Personal information
- Full name: Louis Peter Horne
- Date of birth: 28 May 1991 (age 33)
- Place of birth: Bradford, England
- Position(s): Defender

Youth career
- 1999–2009: Bradford City

Senior career*
- Years: Team / Apps / (Gls)
- 2009–2011: Bradford City / 1 / (0)
- 2009: → Barrow (loan) / 1 / (0)
- 2010: → Fleetwood Town (loan) / 1 / (0)
- 2010: Halifax Town / 1 / (0)
- 2011: Hinckley United / 6 / (1)
- 2011: Buxton / 7 / (0)
- 2011–2012: Northwich Victoria / 1 / (0)
- 2012: Vauxhall Motors / 3 / (0)
- 2012: Goole
- 2012–?: FC United of Manchester
- ?–2013: Scarborough Athletic
- 2013–2014: Mossley
- 2014: Goole
- 2014–: Ossett Town
- ?–2016: FC United of Manchester
- 2016–?: Frickley Athletic

= Louis Horne =

English footballer (born 1991)

Louis Horne (born 28 May 1991) is an English footballer who plays as a defender.

==Career==
Horne was born in Bradford. He joined Bradford City's Centre of Excellence in 1999, and progressed through the club's junior teams until he received a first-team squad number during the 2008–09 season. He joined Barrow on loan in February 2009, and made his first competitive appearance in senior men's football, playing the whole of Barrow's 3–0 defeat away to Oxford United in the Conference, but the loan was cut short by Bradford a few days later. A versatile defender, Horne was named Bradford City's Youth Team Player of the Year for 2008–09.

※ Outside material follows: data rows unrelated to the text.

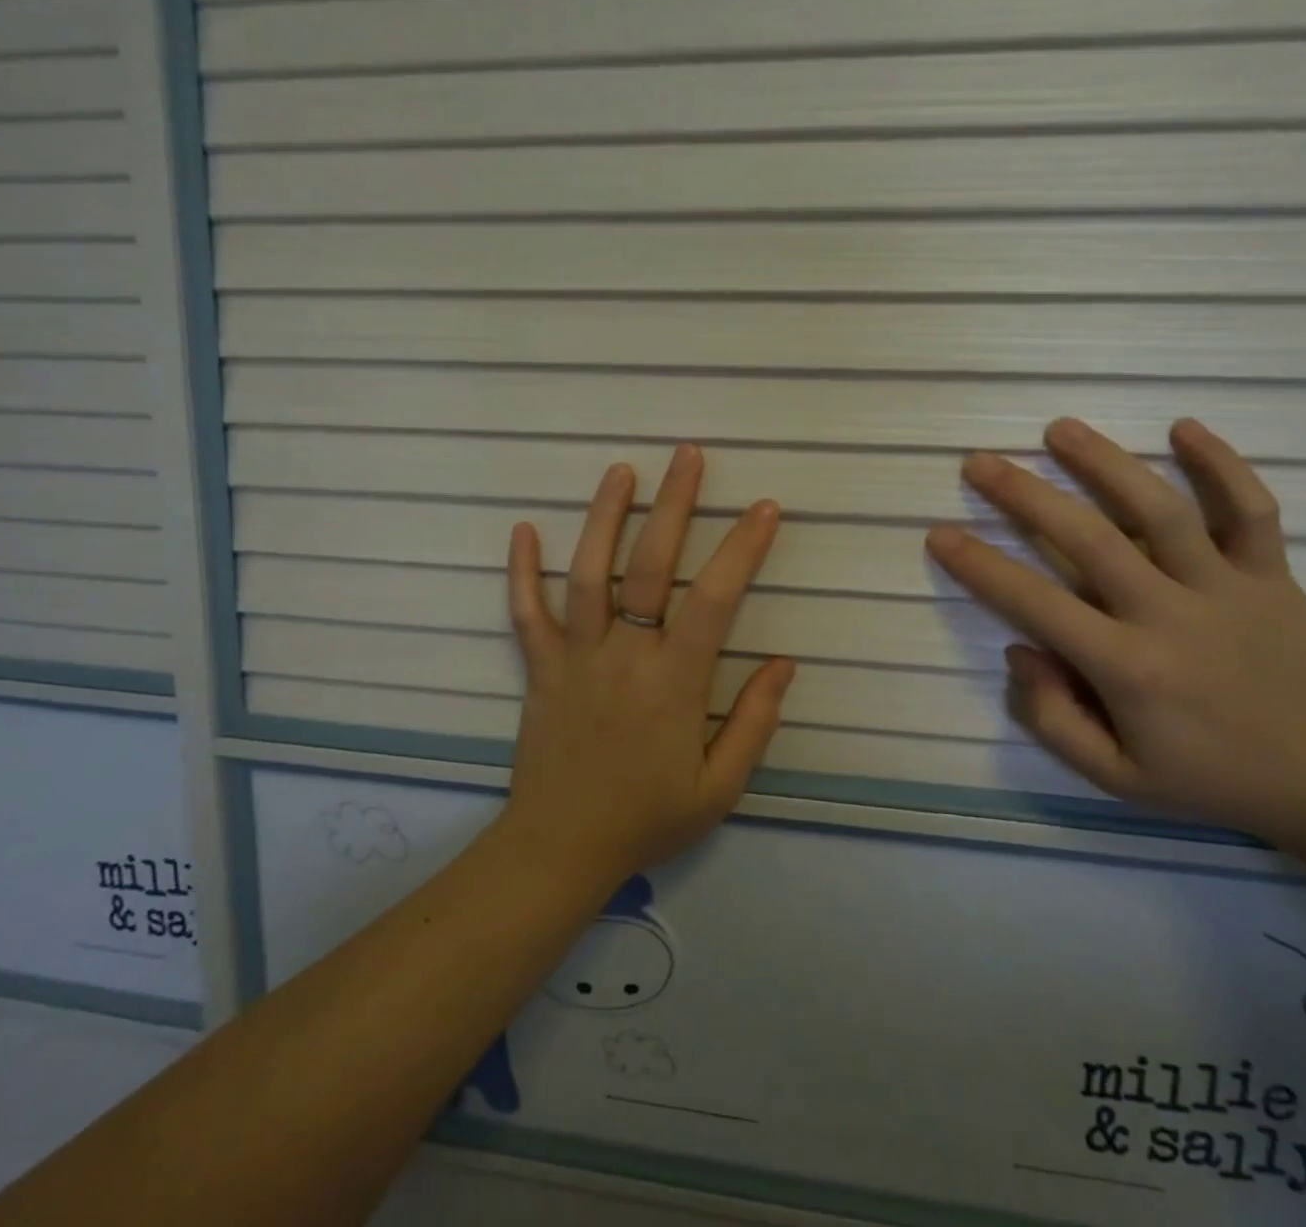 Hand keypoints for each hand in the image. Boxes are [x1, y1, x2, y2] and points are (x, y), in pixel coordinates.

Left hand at [499, 445, 795, 886]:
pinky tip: (523, 530)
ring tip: (620, 471)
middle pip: (648, 567)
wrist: (560, 849)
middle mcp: (624, 655)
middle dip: (673, 505)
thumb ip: (755, 722)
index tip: (764, 508)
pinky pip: (527, 614)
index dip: (741, 549)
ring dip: (604, 518)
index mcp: (674, 682)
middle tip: (688, 456)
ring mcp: (576, 657)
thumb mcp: (719, 786)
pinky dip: (522, 572)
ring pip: (587, 575)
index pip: (713, 599)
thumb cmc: (646, 818)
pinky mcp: (540, 668)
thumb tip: (783, 663)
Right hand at [926, 418, 1305, 845]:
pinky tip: (1183, 428)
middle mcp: (1171, 615)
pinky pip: (1252, 510)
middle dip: (1025, 496)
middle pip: (1089, 539)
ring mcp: (1227, 588)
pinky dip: (1222, 465)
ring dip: (1106, 463)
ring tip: (1059, 428)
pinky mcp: (1273, 575)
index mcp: (1128, 668)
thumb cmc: (1207, 779)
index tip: (940, 533)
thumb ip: (1053, 718)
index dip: (980, 566)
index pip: (1035, 603)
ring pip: (1162, 510)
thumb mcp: (1115, 777)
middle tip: (980, 462)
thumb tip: (1018, 650)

Given his first professional contract before the 2009–10 season, Horne was an unused substitute on several occasions before making his Football League debut on 2 January 2010 in Bradford's 1–1 draw with Cheltenham Town, as a second-half substitute replacing Jamie O'Brien when the team was reorganised after Steve Williams was sent off.

In October 2010, Horne was signed on loan by Conference National side Fleetwood Town.

In August 2011, Horne signed for Hinckley United, but was released from the club in October 2011.

In December 2011, Horne signed for Andy Preece and his Northwich Victoria outfit after a short spell at Buxton, where he had made 7 appearances. He made his league debut for Northwich as an 86th-minute substitute for Lewis Short in a 2–1 victory over F.C. United of Manchester on 17 December 2011; this would prove his only appearance for the club.

In February 2012, Horne moved to Conference North side Vauxhall Motors in February 2012. He made his debut for Vauxhall Motors in a 2–1 loss at Gloucester City on 18 February 2012.

On 27 August 2012, Horne signed with Goole of the Northern Premier League Division One North. He would later sign with FC United of Manchester on 9 November 2012.

After this he played for Scarborough Athletic, Mossley, Goole and Ossett Albion.

He later joined Harrogate Railway Athletic. before in January 2016 moving to Frickley Athletic.